Sul sito della company si legge che l’organizzazione è no-profit e che l’unico obiettivo è di portare l’umanità su Marte nel 2023. Così da fondare un insediamento permanente che prospererà, imparerà e crescerà negli anni.

Mars One specifica poi che si sta provvedendo ad attrezzare una base appositamente studiata per ricevere un gruppo di astronauti ogni due anni. Tanto è il tempo che ci vuole per raggiungere il pianeta rosso.

L’idea non è solo fantascientifica, ma è anche decisamente accattivante e ha spinto migliaia di persone ad inviare domande di adesione al progetto.

Al momento sono circa 10.000 gli uomini e le donne da ogni parte del mondo che ambiscono a mettere i piedi su Marte e a restarci.

E sì, perché il biglietto che fornisce la Mars One è di solo andata. Insomma, la ditta garantisce il primo viaggio, ma non il secondo. I motivi sono rigorosamente scientifici.

Una volta arrivati su Marte i corpi degli esseri umani si modificheranno per adattarsi alla gravità della superficie che è il 38% di quella terrestre.

Fuga su Marte: “Lo sbarco tra il 2024 e il 2033”

Si immagina che ciò causerà un cambiamento fisiologico nella densità ossea, nella lunghezza dei muscoli e nella circolazione. Pertanto ai viaggiatori marziani sarà praticamente impossibile sopravvivere una volta tornati sulla Terra.

Gli astronauti del futuro dovranno dire addio a parenti e amici ed entrare nell’ottica dell’idea che non rimetteranno più piede sulla Terra.

Su questo gli scienziati di Mars One sono chiarissimi. Ma, nonostante ciò, continuano a fioccare le domande di adesione al progetto.

Una sorta di via di fuga dal pianeta Terra, che per molti ormai viene considerato come sempre più invivibile.

Il progetto è altamente realizzabile, almeno in termini di numeri, e verranno utilizzate tecnologie già esistenti.

Per la prima volta l’idea non è solo quella di scoprire e analizzare un mondo nuovo, ma di gettare le basi di una nuova umanità sul pianeta Marte.

Secondo gli scienziati sul pianeta rosso ci sono già gli elementi necessari per la vita. L’acqua può essere estratta dal ghiaccio del suolo e Marte ha anche l’azoto, uno degli elementi primari per la respirazione umana.

In più, la colonia di umani sarà green e verranno utilizzati per l’energia solo pannelli solari. Il progetto della missione costa circa 6 miliardi di dollari, una cifra che secondo la company può essere agevolmente raggiunta.

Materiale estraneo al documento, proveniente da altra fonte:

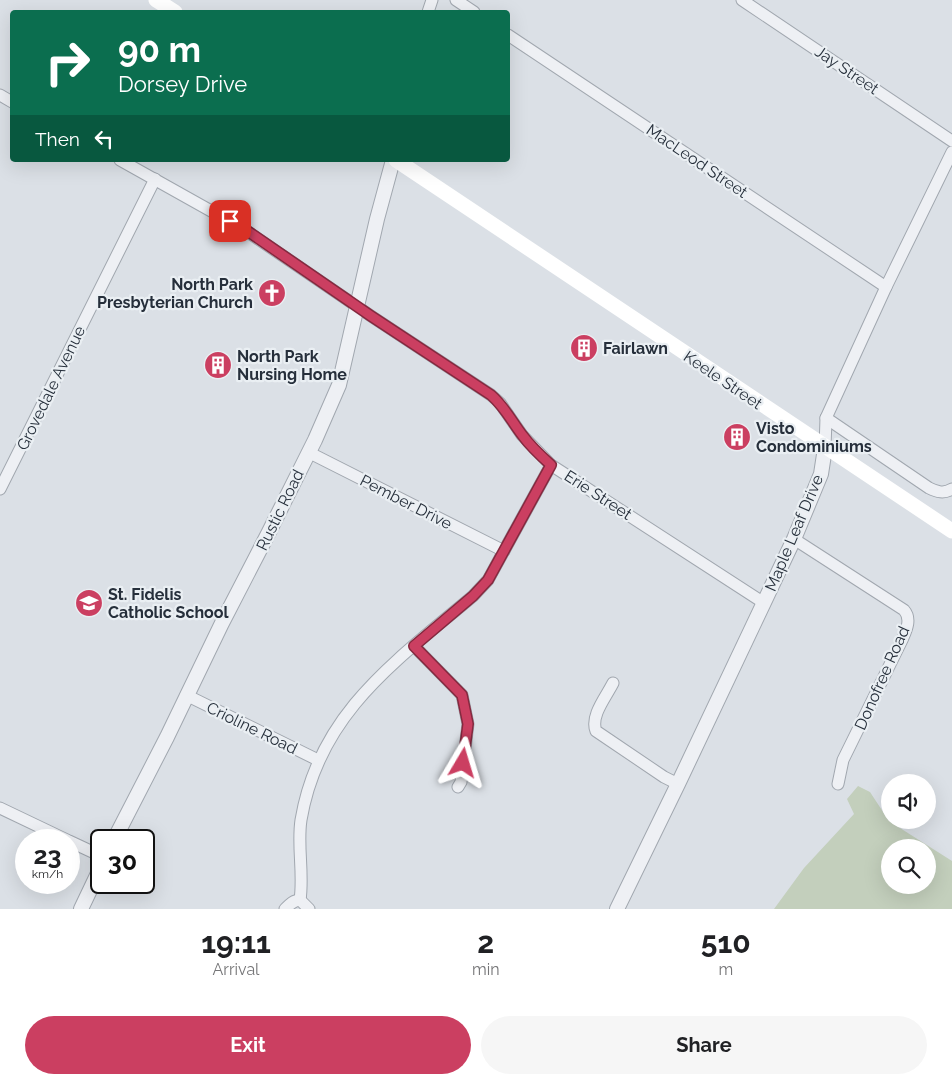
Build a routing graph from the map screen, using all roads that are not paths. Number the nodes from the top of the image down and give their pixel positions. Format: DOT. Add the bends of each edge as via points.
graph roads {
  1 [pos="156,0"];
  2 [pos="456,0"];
  3 [pos="742,0"];
  4 [pos="172,10"];
  5 [pos="471,10"];
  6 [pos="510,35"];
  7 [pos="952,141"];
  8 [pos="952,152"];
  9 [pos="124,162"];
  10 [pos="393,162"];
  11 [pos="397,162"];
  12 [pos="155,179"];
  13 [pos="886,287"];
  14 [pos="356,306"];
  15 [pos="826,418"];
  16 [pos="825,448"];
  17 [pos="308,452"];
  18 [pos="551,465"];
  19 [pos="0,489"];
  20 [pos="949,491"];
  21 [pos="952,531"];
  22 [pos="794,539"];
  23 [pos="504,551"];
  24 [pos="764,603"];
  25 [pos="414,646"];
  26 [pos="613,684"];
  27 [pos="186,695"];
  28 [pos="318,760"];
  29 [pos="678,784"];
  30 [pos="838,784"];
  31 [pos="458,787"];
  32 [pos="0,808"];
  33 [pos="45,829"];
  34 [pos="120,829"];
  35 [pos="90,891"];
  36 [pos="300,900"];
  37 [pos="82,909"];
  38 [pos="285,909"];
  39 [pos="309,909"];
  40 [pos="617,909"];
  1 -- 4 [label="main road"];
  2 -- 5 [label="street"];
  3 -- 7 [label="street, Jay Street"];
  6 -- 13 [label="street, MacLeod Street"];
  8 -- 13 [label="street, Maple Leaf Drive"];
  9 -- 12 [label="street, Erie Street"];
  10 -- 14 [label="street, Rustic Road"];
  11 -- 16 [label="main road, Keele Street"];
  12 -- 14 [label="street, Erie Street" via="246,230"];
  12 -- 19 [label="street, Grovedale Avenue"];
  13 -- 15 [label="street, Maple Leaf Drive"];
  14 -- 17 [label="street, Rustic Road" via="339,385"];
  14 -- 18 [label="street, Erie Street" via="491,395 533,448"];
  15 -- 16 [label="street, Maple Leaf Drive"];
  15 -- 20 [label="street" via="929,488 937,492"];
  16 -- 21 [label="main road, Keele Street"];
  16 -- 22 [label="street, Maple Leaf Drive" via="821,474"];
  17 -- 23 [label="street, Pember Drive"];
  17 -- 27 [label="street, Rustic Road"];
  18 -- 23 [label="street"];
  18 -- 24 [label="street, Erie Street"];
  22 -- 24 [label="street, Maple Leaf Drive"];
  22 -- 30 [label="street, Donofree Road" via="904,610 908,617 902,640 843,760"];
  23 -- 25 [label="street" via="488,580 473,596"];
  24 -- 29 [label="street, Maple Leaf Drive"];
  25 -- 28 [label="street" via="360,696"];
  25 -- 31 [label="street" via="462,695 468,724"];
  26 -- 29 [label="street" via="596,716 596,731"];
  27 -- 28 [label="street, Crioline Road"];
  27 -- 34 [label="street, Rustic Road"];
  28 -- 36 [label="street" via="301,822"];
  29 -- 40 [label="street, Maple Leaf Drive"];
  32 -- 33 [label="street"];
  35 -- 37 [label="street"];
  36 -- 38 [label="street"];
  36 -- 39 [label="street"];
}
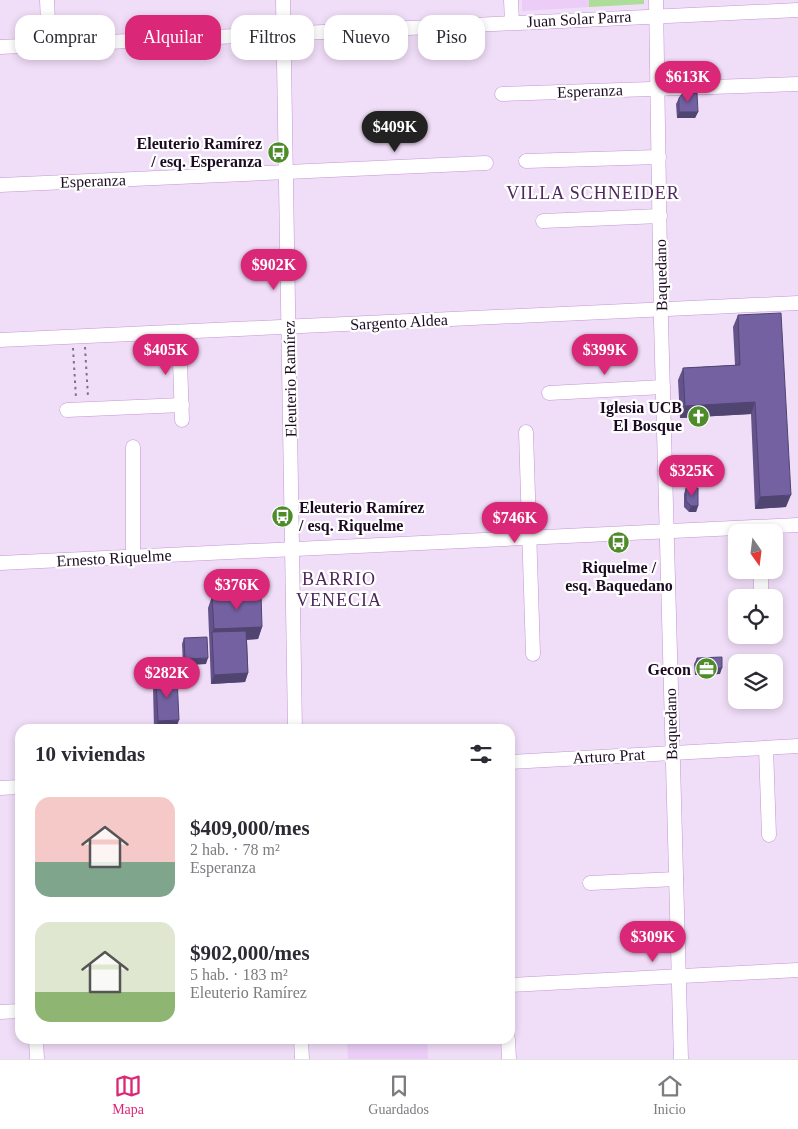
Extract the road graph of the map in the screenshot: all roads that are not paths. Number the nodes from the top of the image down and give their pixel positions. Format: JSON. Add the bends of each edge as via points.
{"nodes":[{"id":1,"x":47,"y":0,"type":"edge"},
{"id":2,"x":283,"y":0,"type":"edge"},
{"id":3,"x":511,"y":0,"type":"edge"},
{"id":4,"x":656,"y":0,"type":"edge"},
{"id":5,"x":798,"y":10,"type":"edge"},
{"id":6,"x":48,"y":15,"type":"edge"},
{"id":7,"x":283,"y":15,"type":"edge"},
{"id":8,"x":656,"y":16,"type":"junction"},
{"id":9,"x":512,"y":22,"type":"junction"},
{"id":10,"x":314,"y":32,"type":"edge"},
{"id":11,"x":231,"y":36,"type":"edge"},
{"id":12,"x":115,"y":42,"type":"edge"},
{"id":13,"x":15,"y":46,"type":"edge"},
{"id":14,"x":0,"y":47,"type":"edge"},
{"id":15,"x":285,"y":60,"type":"edge"},
{"id":16,"x":798,"y":84,"type":"edge"},
{"id":17,"x":658,"y":89,"type":"junction"},
{"id":18,"x":502,"y":94,"type":"dead end"},
{"id":19,"x":659,"y":157,"type":"junction"},
{"id":20,"x":526,"y":161,"type":"dead end"},
{"id":21,"x":486,"y":163,"type":"dead end"},
{"id":22,"x":287,"y":173,"type":"junction"},
{"id":23,"x":0,"y":185,"type":"edge"},
{"id":24,"x":660,"y":216,"type":"junction"},
{"id":25,"x":542,"y":221,"type":"dead end"},
{"id":26,"x":798,"y":303,"type":"edge"},
{"id":27,"x":661,"y":310,"type":"junction"},
{"id":28,"x":289,"y":327,"type":"junction"},
{"id":29,"x":179,"y":332,"type":"junction"},
{"id":30,"x":0,"y":340,"type":"edge"},
{"id":31,"x":663,"y":387,"type":"junction"},
{"id":32,"x":549,"y":393,"type":"dead end"},
{"id":33,"x":182,"y":405,"type":"junction"},
{"id":34,"x":77,"y":409,"type":"road end"},
{"id":35,"x":182,"y":420,"type":"dead end"},
{"id":36,"x":526,"y":432,"type":"dead end"},
{"id":37,"x":133,"y":447,"type":"dead end"},
{"id":38,"x":798,"y":525,"type":"edge"},
{"id":39,"x":783,"y":527,"type":"edge"},
{"id":40,"x":728,"y":530,"type":"edge"},
{"id":41,"x":667,"y":531,"type":"junction"},
{"id":42,"x":530,"y":538,"type":"junction"},
{"id":43,"x":292,"y":549,"type":"junction"},
{"id":44,"x":133,"y":557,"type":"junction"},
{"id":45,"x":0,"y":563,"type":"edge"},
{"id":46,"x":534,"y":654,"type":"dead end"},
{"id":47,"x":294,"y":724,"type":"edge"},
{"id":48,"x":798,"y":746,"type":"edge"},
{"id":49,"x":766,"y":748,"type":"junction"},
{"id":50,"x":672,"y":752,"type":"junction"},
{"id":51,"x":515,"y":762,"type":"edge"},
{"id":52,"x":15,"y":787,"type":"edge"},
{"id":53,"x":0,"y":788,"type":"edge"},
{"id":54,"x":769,"y":835,"type":"dead end"},
{"id":55,"x":676,"y":879,"type":"junction"},
{"id":56,"x":590,"y":883,"type":"dead end"},
{"id":57,"x":798,"y":970,"type":"edge"},
{"id":58,"x":680,"y":976,"type":"junction"},
{"id":59,"x":515,"y":985,"type":"edge"},
{"id":60,"x":15,"y":1011,"type":"edge"},
{"id":61,"x":0,"y":1012,"type":"edge"},
{"id":62,"x":36,"y":1044,"type":"edge"},
{"id":63,"x":301,"y":1044,"type":"edge"},
{"id":64,"x":508,"y":1044,"type":"edge"},
{"id":65,"x":37,"y":1059,"type":"edge"},
{"id":66,"x":302,"y":1059,"type":"edge"},
{"id":67,"x":509,"y":1059,"type":"edge"},
{"id":68,"x":681,"y":1059,"type":"edge"}],
"edges":[{"from":1,"to":6,"type":"street"},
{"from":2,"to":7,"type":"street","name":"Eleuterio Ramírez"},
{"from":3,"to":9,"type":"street"},
{"from":4,"to":8,"type":"street","name":"Baquedano"},
{"from":5,"to":8,"type":"street","name":"Juan Solar Parra"},
{"from":8,"to":9,"type":"street","name":"Juan Solar Parra"},
{"from":8,"to":17,"type":"street","name":"Baquedano"},
{"from":9,"to":10,"type":"street","name":"Juan Solar Parra"},
{"from":11,"to":12,"type":"street","name":"Juan Solar Parra"},
{"from":13,"to":14,"type":"street","name":"Juan Solar Parra"},
{"from":15,"to":22,"type":"street","name":"Eleuterio Ramírez"},
{"from":16,"to":17,"type":"street","name":"Esperanza"},
{"from":17,"to":18,"type":"street","name":"Esperanza"},
{"from":17,"to":19,"type":"street","name":"Baquedano"},
{"from":19,"to":20,"type":"street"},
{"from":19,"to":24,"type":"street","name":"Baquedano"},
{"from":21,"to":22,"type":"street","name":"Esperanza"},
{"from":22,"to":23,"type":"street","name":"Esperanza"},
{"from":22,"to":28,"type":"street","name":"Eleuterio Ramírez"},
{"from":24,"to":25,"type":"street"},
{"from":24,"to":27,"type":"street","name":"Baquedano"},
{"from":26,"to":27,"type":"street","name":"Sargento Aldea"},
{"from":27,"to":28,"type":"street","name":"Sargento Aldea"},
{"from":27,"to":31,"type":"street","name":"Baquedano"},
{"from":28,"to":29,"type":"street","name":"Sargento Aldea"},
{"from":28,"to":43,"type":"street","name":"Eleuterio Ramírez"},
{"from":29,"to":30,"type":"street","name":"Sargento Aldea"},
{"from":29,"to":33,"type":"street"},
{"from":31,"to":32,"type":"street"},
{"from":31,"to":41,"type":"street","name":"Baquedano"},
{"from":33,"to":34,"type":"street"},
{"from":33,"to":35,"type":"street"},
{"from":36,"to":42,"type":"street"},
{"from":37,"to":44,"type":"street"},
{"from":38,"to":39,"type":"street","name":"Ernesto Riquelme"},
{"from":40,"to":41,"type":"street","name":"Ernesto Riquelme"},
{"from":41,"to":42,"type":"street","name":"Ernesto Riquelme"},
{"from":41,"to":50,"type":"street","name":"Baquedano"},
{"from":42,"to":43,"type":"street","name":"Ernesto Riquelme"},
{"from":42,"to":46,"type":"street"},
{"from":43,"to":44,"type":"street","name":"Ernesto Riquelme"},
{"from":43,"to":47,"type":"street","name":"Eleuterio Ramírez"},
{"from":44,"to":45,"type":"street","name":"Ernesto Riquelme"},
{"from":48,"to":49,"type":"street","name":"Arturo Prat"},
{"from":49,"to":50,"type":"street","name":"Arturo Prat"},
{"from":49,"to":54,"type":"street"},
{"from":50,"to":51,"type":"street","name":"Arturo Prat"},
{"from":50,"to":55,"type":"street","name":"Baquedano"},
{"from":52,"to":53,"type":"street"},
{"from":55,"to":56,"type":"street"},
{"from":55,"to":58,"type":"street","name":"Baquedano"},
{"from":57,"to":58,"type":"street"},
{"from":58,"to":59,"type":"street"},
{"from":58,"to":68,"type":"street","name":"Baquedano"},
{"from":60,"to":61,"type":"street"},
{"from":62,"to":65,"type":"street"},
{"from":63,"to":66,"type":"street"},
{"from":64,"to":67,"type":"street"}]}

E non c’è alcun dubbio che un reality show ambientato su Marte farebbe schizzare in alto tutti gli indici di share finora conosciuti. Insomma, il progetto è concreto e la Mars One sostiene che in dieci anni sarà realizzato.

E aggiunge che la missione intergalattica mira a ispirare le nuove generazioni a “credere che ogni cosa è possibile e che ogni obiettivo può essere raggiunto”. Ne riparleremo fra circa 4 o 5 anni per i futuri aggiornamenti.